Has the jurisdictional threshold to order security been enlivened?

13As stated above, it is necessary, as a threshold question for the defendants to establish that the jurisdiction to order security is enlivened. That is, is there reason to believe, based on credible testimony, that the plaintiffs will be unable to pay the defendants’ costs?

14Her Honour Judge Ryan recently observed in Ballymoss Pty Ltd v Kollaras & Co Pty Ltd(No 4):[12]

The first question to be asked and commonly described as the “threshold requirement,” is whether there is a rational basis founded on credible testimony to believe that the plaintiff will be unable to pay the costs of a successful defendant. It is a low threshold which requires making a risk assessment – requiring a practical, common sense approach to the corporation’s financial affairs. No more than a rational basis for the belief is required. This requirement reflects the policy of protecting a defendant against the risk of a plaintiff’s impecuniosity. As Livingspring makes clear, the approach requires a practical risk assessment. In this instance, would there be a real risk that Ballymoss could not recoup its costs if it successfully defended the counterclaim?

[12]Ballymoss Pty Ltd v Kollaras & Co Pty Ltd (No 4) [2023] VCC 1268, 50-51 [186].

The defendants’ evidence

15The defendants’ evidence contained in the First and Second McKay affidavits included current company extracts for each plaintiff.[13] These show that as at the time the application was made:

(a)   the first plaintiff, Fortcon, has issued shares of $2.00;

(b)   the CreditorWatch summary for Fortcon is said to be high risk, with a tax default registered and the company having an outstanding debt to the Australian Tax Office of $220,114.72;

(c)   the second plaintiff, Lentini, has issued share capital of $12.00;

(d)   Lentini is a trustee entity and there is no evidence about the trustee’s right to indemnity or otherwise from the corpus of the trust assets; and

(e)   neither plaintiff holds any real property in Victoria.

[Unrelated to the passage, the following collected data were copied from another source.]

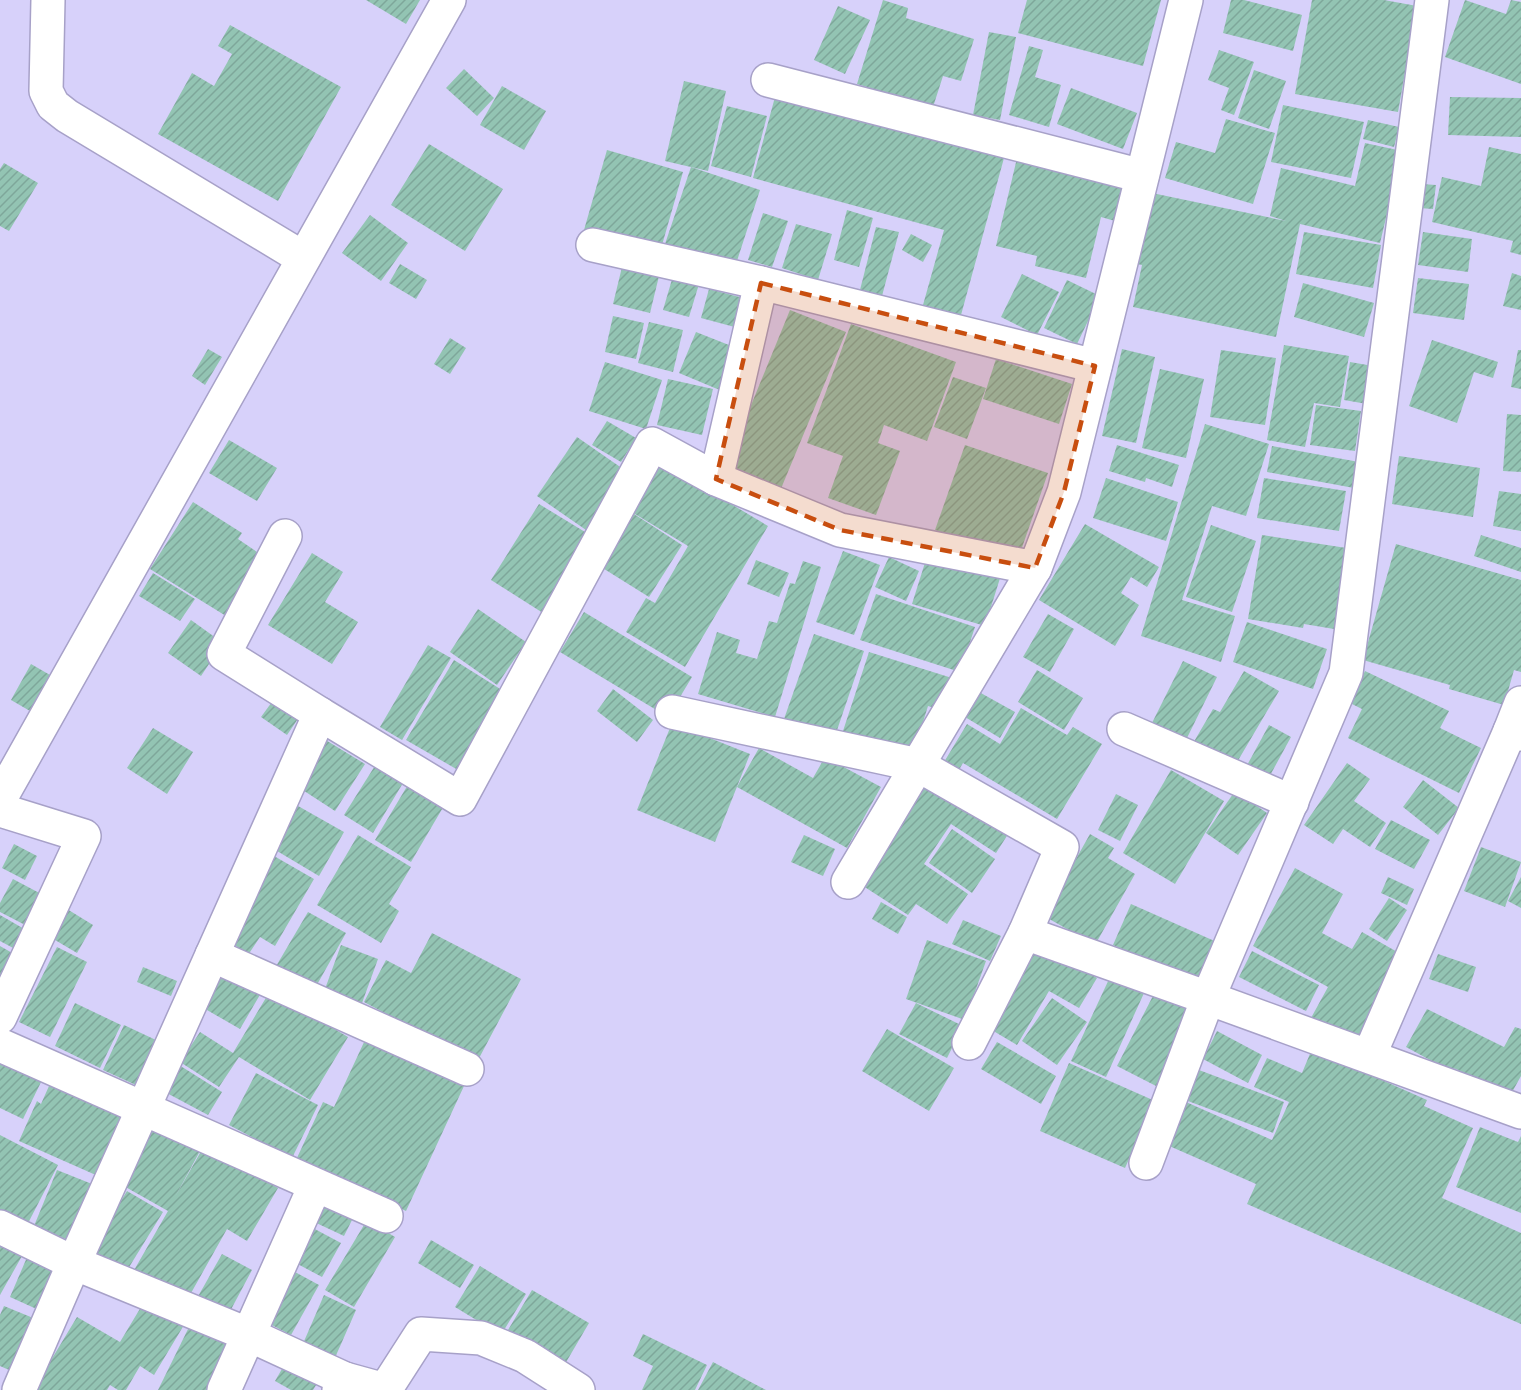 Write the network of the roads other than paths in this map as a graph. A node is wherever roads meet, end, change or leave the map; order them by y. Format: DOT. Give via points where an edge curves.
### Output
graph roads {
  1 [pos="48,0"];
  2 [pos="449,0"];
  3 [pos="1186,0"];
  4 [pos="1432,0"];
  5 [pos="768,80"];
  6 [pos="1142,176"];
  7 [pos="592,245"];
  8 [pos="303,258"];
  9 [pos="761,283"];
  10 [pos="1095,366"];
  11 [pos="716,479"];
  12 [pos="285,536"];
  13 [pos="1035,568"];
  14 [pos="672,712"];
  15 [pos="320,714"];
  16 [pos="1517,722"];
  17 [pos="1124,729"];
  18 [pos="918,765"];
  19 [pos="0,799"];
  20 [pos="1292,802"];
  21 [pos="0,810"];
  22 [pos="848,882"];
  23 [pos="1025,933"];
  24 [pos="212,955"];
  25 [pos="1208,998"];
  26 [pos="0,1017"];
  27 [pos="969,1042"];
  28 [pos="0,1045"];
  29 [pos="1369,1056"];
  30 [pos="467,1069"];
  31 [pos="143,1107"];
  32 [pos="1521,1112"];
  33 [pos="1146,1162"];
  34 [pos="315,1186"];
  35 [pos="386,1216"];
  36 [pos="0,1227"];
  37 [pos="74,1263"];
  38 [pos="247,1334"];
  39 [pos="342,1384"];
  40 [pos="19,1390"];
  41 [pos="224,1390"];
  42 [pos="578,1390"];
  1 -- 8 [label="street" via="46,91 53,105"];
  2 -- 8 [label="street"];
  3 -- 6 [label="street"];
  4 -- 20 [label="street" via="1346,673"];
  5 -- 6 [label="street"];
  6 -- 10 [label="street"];
  7 -- 9 [label="street"];
  8 -- 19 [label="street"];
  9 -- 10 [label="street"];
  9 -- 11 [label="street"];
  10 -- 13 [label="street" via="1064,492"];
  11 -- 13 [label="street" via="840,530"];
  11 -- 15 [label="street" via="652,444 460,799"];
  12 -- 15 [label="street" via="224,654"];
  13 -- 18 [label="street"];
  14 -- 18 [label="street"];
  15 -- 24 [label="street"];
  16 -- 29 [label="street"];
  17 -- 20 [label="street"];
  18 -- 22 [label="street"];
  18 -- 23 [label="street" via="1062,847"];
  20 -- 25 [label="street"];
  21 -- 26 [label="street" via="84,836"];
  23 -- 25 [label="street"];
  23 -- 27 [label="street"];
  24 -- 30 [label="street"];
  24 -- 31 [label="street"];
  25 -- 29 [label="street"];
  25 -- 33 [label="street"];
  28 -- 31 [label="street"];
  29 -- 32 [label="street"];
  31 -- 34 [label="street"];
  31 -- 37 [label="street"];
  34 -- 35 [label="street"];
  34 -- 38 [label="street"];
  36 -- 37 [label="street"];
  37 -- 38 [label="street"];
  37 -- 40 [label="street"];
  38 -- 39 [label="street"];
  38 -- 41 [label="street"];
  39 -- 42 [label="street" via="385,1390 421,1334 481,1338 525,1356"];
} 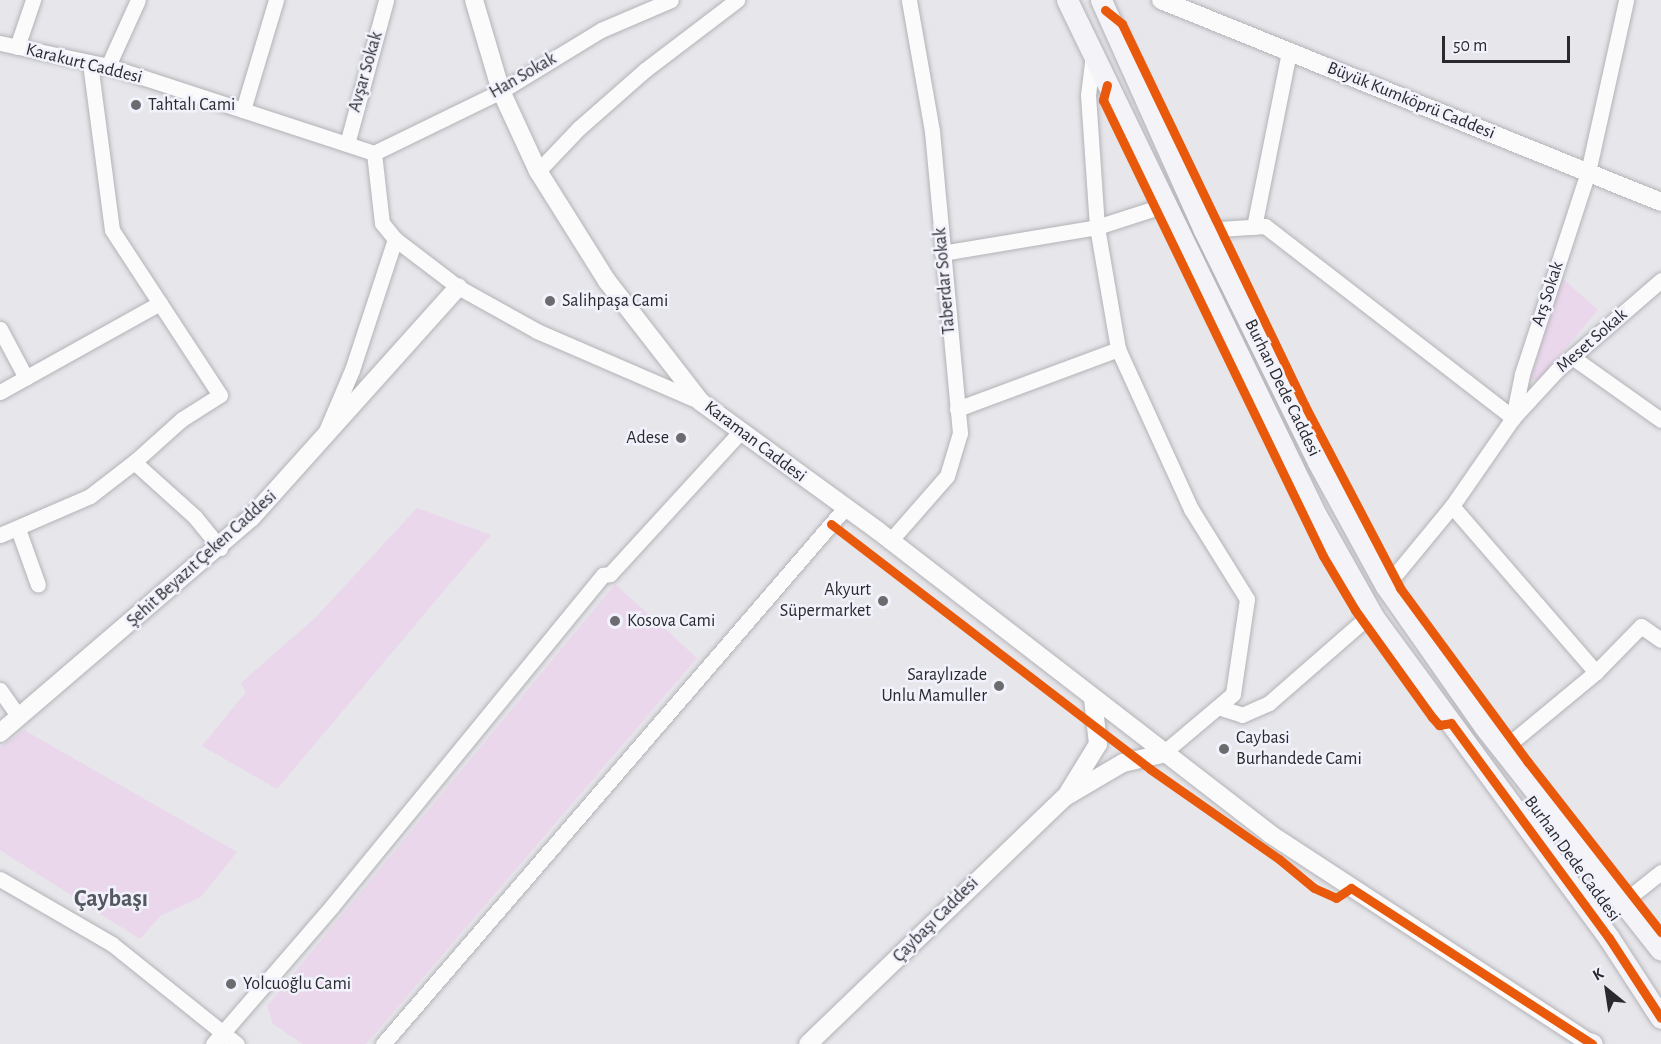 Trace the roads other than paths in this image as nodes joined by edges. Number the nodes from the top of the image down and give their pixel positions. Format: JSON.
{"nodes":[{"id":1,"x":33,"y":0,"type":"edge"},
{"id":2,"x":138,"y":0,"type":"edge"},
{"id":3,"x":276,"y":0,"type":"edge"},
{"id":4,"x":386,"y":0,"type":"edge"},
{"id":5,"x":474,"y":0,"type":"edge"},
{"id":6,"x":671,"y":0,"type":"edge"},
{"id":7,"x":737,"y":0,"type":"edge"},
{"id":8,"x":909,"y":0,"type":"edge"},
{"id":9,"x":1067,"y":0,"type":"edge"},
{"id":10,"x":1101,"y":0,"type":"edge"},
{"id":11,"x":1161,"y":0,"type":"edge"},
{"id":12,"x":1626,"y":0,"type":"edge"},
{"id":13,"x":646,"y":5,"type":"edge"},
{"id":14,"x":0,"y":44,"type":"edge"},
{"id":15,"x":17,"y":47,"type":"junction"},
{"id":16,"x":1289,"y":52,"type":"junction"},
{"id":17,"x":1093,"y":55,"type":"junction"},
{"id":18,"x":90,"y":63,"type":"junction"},
{"id":19,"x":108,"y":66,"type":"junction"},
{"id":20,"x":501,"y":91,"type":"junction"},
{"id":21,"x":243,"y":110,"type":"junction"},
{"id":22,"x":347,"y":144,"type":"junction"},
{"id":23,"x":374,"y":153,"type":"junction"},
{"id":24,"x":538,"y":171,"type":"junction"},
{"id":25,"x":1588,"y":172,"type":"junction"},
{"id":26,"x":1661,"y":202,"type":"edge"},
{"id":27,"x":1165,"y":205,"type":"junction"},
{"id":28,"x":1098,"y":227,"type":"junction"},
{"id":29,"x":1254,"y":227,"type":"junction"},
{"id":30,"x":1204,"y":230,"type":"junction"},
{"id":31,"x":395,"y":239,"type":"junction"},
{"id":32,"x":942,"y":253,"type":"junction"},
{"id":33,"x":1661,"y":280,"type":"edge"},
{"id":34,"x":458,"y":287,"type":"junction"},
{"id":35,"x":160,"y":303,"type":"junction"},
{"id":36,"x":0,"y":329,"type":"edge"},
{"id":37,"x":1118,"y":349,"type":"junction"},
{"id":38,"x":1572,"y":357,"type":"junction"},
{"id":39,"x":26,"y":378,"type":"junction"},
{"id":40,"x":0,"y":392,"type":"edge"},
{"id":41,"x":701,"y":402,"type":"junction"},
{"id":42,"x":957,"y":409,"type":"junction"},
{"id":43,"x":1512,"y":418,"type":"junction"},
{"id":44,"x":1661,"y":420,"type":"edge"},
{"id":45,"x":739,"y":433,"type":"junction"},
{"id":46,"x":319,"y":446,"type":"junction"},
{"id":47,"x":134,"y":462,"type":"junction"},
{"id":48,"x":1452,"y":506,"type":"junction"},
{"id":49,"x":844,"y":509,"type":"junction"},
{"id":50,"x":18,"y":529,"type":"junction"},
{"id":51,"x":0,"y":535,"type":"edge"},
{"id":52,"x":890,"y":541,"type":"junction"},
{"id":53,"x":220,"y":548,"type":"junction"},
{"id":54,"x":38,"y":585,"type":"dead end"},
{"id":55,"x":1386,"y":586,"type":"junction"},
{"id":56,"x":1372,"y":613,"type":"junction"},
{"id":57,"x":1661,"y":640,"type":"edge"},
{"id":58,"x":1596,"y":672,"type":"junction"},
{"id":59,"x":0,"y":690,"type":"edge"},
{"id":60,"x":1093,"y":699,"type":"junction"},
{"id":61,"x":1218,"y":707,"type":"junction"},
{"id":62,"x":19,"y":717,"type":"junction"},
{"id":63,"x":0,"y":733,"type":"edge"},
{"id":64,"x":1503,"y":749,"type":"junction"},
{"id":65,"x":1162,"y":754,"type":"junction"},
{"id":66,"x":1065,"y":797,"type":"junction"},
{"id":67,"x":1661,"y":872,"type":"edge"},
{"id":68,"x":0,"y":879,"type":"edge"},
{"id":69,"x":1622,"y":903,"type":"junction"},
{"id":70,"x":1661,"y":950,"type":"edge"},
{"id":71,"x":1661,"y":1018,"type":"edge"},
{"id":72,"x":217,"y":1039,"type":"edge"},
{"id":73,"x":237,"y":1044,"type":"edge"},
{"id":74,"x":383,"y":1044,"type":"edge"},
{"id":75,"x":808,"y":1044,"type":"edge"},
{"id":76,"x":1590,"y":1044,"type":"edge"}],
"edges":[{"from":1,"to":15,"type":"street"},
{"from":2,"to":19,"type":"street"},
{"from":3,"to":21,"type":"street"},
{"from":4,"to":22,"type":"street","name":"Avşar Sokak"},
{"from":5,"to":20,"type":"street","name":"Karaman Caddesi"},
{"from":6,"to":13,"type":"street","name":"Han Sokak"},
{"from":7,"to":24,"type":"street"},
{"from":8,"to":32,"type":"street","name":"Taberdar Sokak"},
{"from":9,"to":17,"type":"main road","name":"Burhan Dede Caddesi"},
{"from":10,"to":30,"type":"main road","name":"Burhan Dede Caddesi"},
{"from":11,"to":16,"type":"street","name":"Büyük Kumköprü Caddesi"},
{"from":12,"to":25,"type":"street","name":"Arş Sokak"},
{"from":13,"to":20,"type":"street","name":"Han Sokak"},
{"from":14,"to":15,"type":"street","name":"Karakurt Caddesi"},
{"from":15,"to":18,"type":"street","name":"Karakurt Caddesi"},
{"from":16,"to":25,"type":"street","name":"Büyük Kumköprü Caddesi"},
{"from":16,"to":29,"type":"street"},
{"from":17,"to":27,"type":"main road","name":"Burhan Dede Caddesi"},
{"from":17,"to":28,"type":"street"},
{"from":18,"to":19,"type":"street","name":"Karakurt Caddesi"},
{"from":18,"to":35,"type":"street"},
{"from":19,"to":21,"type":"street","name":"Karakurt Caddesi"},
{"from":20,"to":23,"type":"street","name":"Han Sokak"},
{"from":20,"to":24,"type":"street","name":"Karaman Caddesi"},
{"from":21,"to":22,"type":"street","name":"Karakurt Caddesi"},
{"from":22,"to":23,"type":"street","name":"Karakurt Caddesi"},
{"from":23,"to":31,"type":"street"},
{"from":24,"to":41,"type":"street","name":"Karaman Caddesi"},
{"from":25,"to":26,"type":"street","name":"Büyük Kumköprü Caddesi"},
{"from":25,"to":43,"type":"street","name":"Arş Sokak"},
{"from":27,"to":28,"type":"street"},
{"from":27,"to":56,"type":"main road","name":"Burhan Dede Caddesi"},
{"from":28,"to":32,"type":"street"},
{"from":28,"to":37,"type":"street"},
{"from":29,"to":30,"type":"street"},
{"from":29,"to":43,"type":"street"},
{"from":30,"to":55,"type":"main road","name":"Burhan Dede Caddesi"},
{"from":31,"to":34,"type":"street"},
{"from":31,"to":46,"type":"street"},
{"from":32,"to":42,"type":"street","name":"Taberdar Sokak"},
{"from":33,"to":38,"type":"street","name":"Meset Sokak"},
{"from":34,"to":41,"type":"street"},
{"from":34,"to":46,"type":"street","name":"Şehit Beyazıt Çeken Caddesi"},
{"from":35,"to":39,"type":"street"},
{"from":35,"to":47,"type":"street"},
{"from":36,"to":39,"type":"street"},
{"from":37,"to":42,"type":"street"},
{"from":37,"to":61,"type":"street"},
{"from":38,"to":43,"type":"street","name":"Meset Sokak"},
{"from":38,"to":44,"type":"street"},
{"from":39,"to":40,"type":"street"},
{"from":41,"to":45,"type":"street","name":"Karaman Caddesi"},
{"from":42,"to":52,"type":"street","name":"Taberdar Sokak"},
{"from":43,"to":48,"type":"street"},
{"from":45,"to":49,"type":"street","name":"Karaman Caddesi"},
{"from":45,"to":72,"type":"street"},
{"from":46,"to":53,"type":"street","name":"Şehit Beyazıt Çeken Caddesi"},
{"from":47,"to":50,"type":"street"},
{"from":47,"to":53,"type":"street"},
{"from":48,"to":55,"type":"street"},
{"from":48,"to":58,"type":"street"},
{"from":49,"to":52,"type":"street","name":"Karaman Caddesi"},
{"from":49,"to":74,"type":"street"},
{"from":50,"to":51,"type":"street"},
{"from":50,"to":54,"type":"street"},
{"from":52,"to":60,"type":"street","name":"Karaman Caddesi"},
{"from":53,"to":62,"type":"street","name":"Şehit Beyazıt Çeken Caddesi"},
{"from":55,"to":64,"type":"main road","name":"Burhan Dede Caddesi"},
{"from":56,"to":61,"type":"street"},
{"from":56,"to":71,"type":"main road","name":"Burhan Dede Caddesi"},
{"from":57,"to":58,"type":"street"},
{"from":58,"to":64,"type":"street"},
{"from":59,"to":62,"type":"street"},
{"from":60,"to":65,"type":"street","name":"Karaman Caddesi"},
{"from":60,"to":66,"type":"street"},
{"from":61,"to":65,"type":"street"},
{"from":62,"to":63,"type":"street","name":"Şehit Beyazıt Çeken Caddesi"},
{"from":64,"to":69,"type":"main road","name":"Burhan Dede Caddesi"},
{"from":65,"to":66,"type":"street"},
{"from":65,"to":76,"type":"street","name":"Karaman Caddesi"},
{"from":66,"to":75,"type":"street","name":"Çaybaşı Caddesi"},
{"from":67,"to":69,"type":"street"},
{"from":68,"to":72,"type":"street"},
{"from":69,"to":70,"type":"main road","name":"Burhan Dede Caddesi"},
{"from":72,"to":73,"type":"street"}]}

[13]Affidavit of Robert Sutherland McKay, dated 25 October 2024, Exhibit RSM-, 43 – 91 (‘First McKay Affidavit’).

16The plaintiffs filed evidence in an attempt to address these matters.

Plaintiffs’ evidence as at 10am on 22 November 2024

17The plaintiffs relied on an affidavit affirmed by the solicitor for the plaintiffs, Senad Dizdarevic.[14] He exhibited a number of documents including financial reports for the first and second plaintiff.

[14]Affidavit of Senad Dizdarevic, dated 21 November 2024 (‘First Dizdarevic Affidavit’).

18The defendants objected to the admissibility of the financial reports, under s 135 of the Evidence Act 2008 (Vic). This section provides:

General discretion to exclude evidence

The court may refuse to admit evidence if its probative value is substantially outweighed by the danger that the evidence might—

(a)     be unfairly prejudicial to a party; or

(b)     be misleading or confusing; or

(c)     cause or result in undue waste of time; or

(d)    unnecessarily demean the deceased in a criminal proceeding                   for a homicide offence.

19In relation to Lentini, the exhibit is a document headed “Financial Report for the period ended 30 June 2024” for “Lentini Holdings Pty Ltd as trustee for Lentino No.1 Trust.”  The defendants highlight the following concerns with that document:

(a)   A note which states “The special purpose financial statements … do not comply with any Australian Accounting Standards unless otherwise stated,”[15] and nowhere in the document is it otherwise stated.

(b)   The firm which prepared the statements has disclaimed any responsibility for their contents, and stated:[16]

Our responsibility

On the basis of the information provided by the director of the trustee company, we have compiled the accompanying special purpose financial statements …

[15]First Dizdarevic Affidavit (n 14) Exhibit SD-1, 9.

[16]Ibid, Exhibit SD-1, 14.

Assurance Disclaimer

Since a compilation engagement is not an assurance engagement, we are not required to verify the reliability, accuracy or completeness of the information provided to us by management to compile these financial statements. Accordingly, we do not express an audit opinion or a review conclusion on these financial statements.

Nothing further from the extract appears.